Allen & Overy (A&O) is unlikely to replace the start-up that has been snapped up by Facebook just two months after it joined Fuse, the magic circle firm’s innovation hub.
London-based Bloomsbury AI, which has built a tool that can read documents and answer questions about them, is joining the social media giant in a deal reportedly worth between $23m and $30m. Facebook has confirmed the move but would not comment on its value.
The deal will involve acquiring the 11-strong team at Bloomsbury in what is known as an ‘acquire-hire’: buying a company for the expertise of its staff rather than its offering. Bloomsbury’s founders have extensive academic backgrounds in AI.
The start-up was founded last year and had raised nearly $1.4m from various funds and angel investors, including musician Matt Bellamy from rock band Muse. While not specifically legal tech, Bloomsbury joined A&O’s innovation hub Fuse in May this year as one of the firm’s second cohort of companies in the hub.
The company was chosen from 80 applications, and the second cohort – also including well-known names Kira Systems and Neota Logic – had a strong AI focus. Fuse chairman Jonathan Brayne said A&O was unlikely to replace Bloomsbury in the cohort. A&O does not take equity stakes in its Fuse businesses.

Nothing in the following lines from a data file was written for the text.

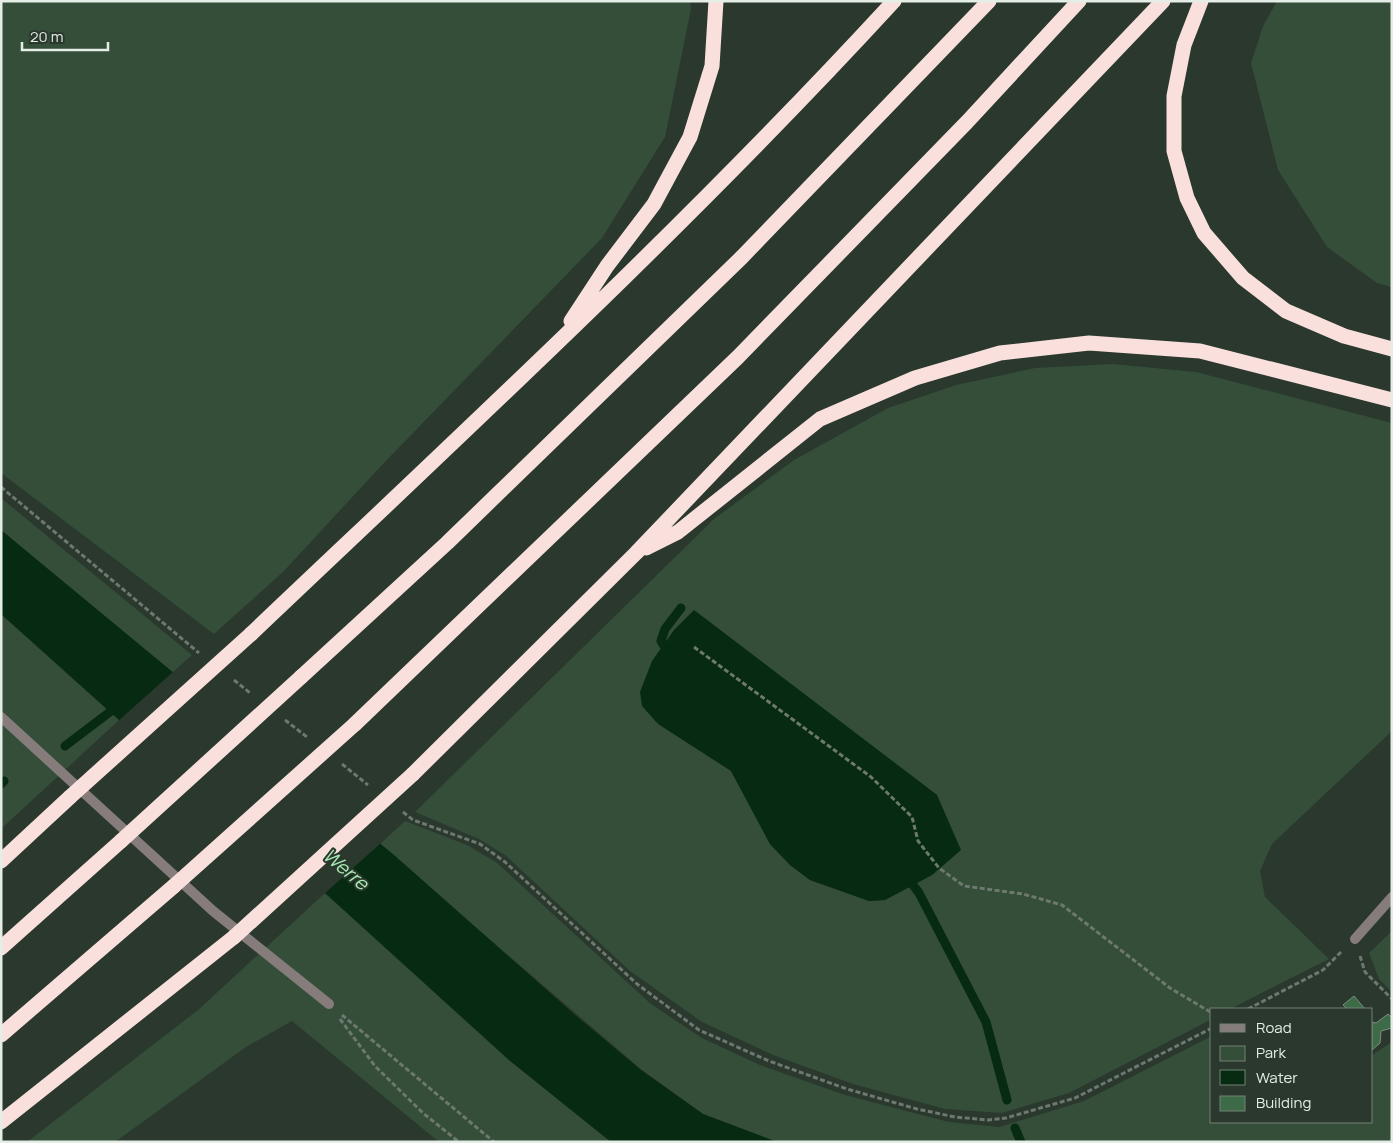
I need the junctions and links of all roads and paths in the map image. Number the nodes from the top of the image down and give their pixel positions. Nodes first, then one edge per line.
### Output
1 (716, 1) edge
2 (894, 1) edge
3 (989, 1) edge
4 (1079, 1) edge
5 (1163, 1) edge
6 (1201, 1) edge
7 (556, 345) junction
8 (1392, 349) edge
9 (1392, 400) edge
10 (1, 487) edge
11 (636, 553) junction
12 (694, 647) dead end
13 (202, 656) dead end
14 (226, 674) dead end
15 (257, 698) dead end
16 (280, 716) dead end
17 (1, 717) edge
18 (312, 741) dead end
19 (335, 759) dead end
20 (374, 790) dead end
21 (397, 808) dead end
22 (1, 861) edge
23 (1392, 897) edge
24 (1354, 939) junction
25 (1, 948) edge
26 (1392, 999) edge
27 (328, 1004) junction
28 (1250, 1008) edge
29 (1210, 1012) edge
30 (1210, 1029) edge
31 (1, 1035) edge
32 (1, 1122) edge
33 (459, 1142) edge
34 (494, 1142) edge

1 - 7 highway
2 - 7 highway
3 - 25 highway, bridge
4 - 31 highway, bridge
5 - 11 highway
6 - 8 highway
7 - 22 highway, bridge
9 - 11 highway
10 - 13 path
11 - 32 highway, bridge
12 - 29 path
14 - 15 path
16 - 18 path
17 - 27 street
19 - 20 path
21 - 30 path
23 - 24 street
24 - 26 path
24 - 28 path
27 - 33 path
27 - 34 path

He commented: ‘We are incredibly proud that one of our cohort has attracted the attention of Facebook, a company that will no doubt help it reach its full potential. We work very closely with the companies in Fuse, we get to know the people, the business and the ideas and so we feel confident that this is an excellent move for Bloomsbury AI and we wish them all the best.’
Fintech company Regnosys and AI business Signal Media were the other new names to join Fuse in May, while incumbents Avvoka, Legatics and Nivaura transferred over. Brayne added: ‘The seven remaining companies in Fuse continue to challenge, excite and inspire us and so we look forward to what these relationships will bring.’
It has been speculated Facebook is interested in using Bloomsbury to help combat fake news concerns on the social media platform. A Facebook statement said: ‘Their expertise will strengthen Facebook’s efforts in natural language processing research, and help us further understand natural language and its applications. The team will help us grow our AI efforts in London, joining a roster of strong engineering talent.’
Bloomsbury has not responded to requests for comment.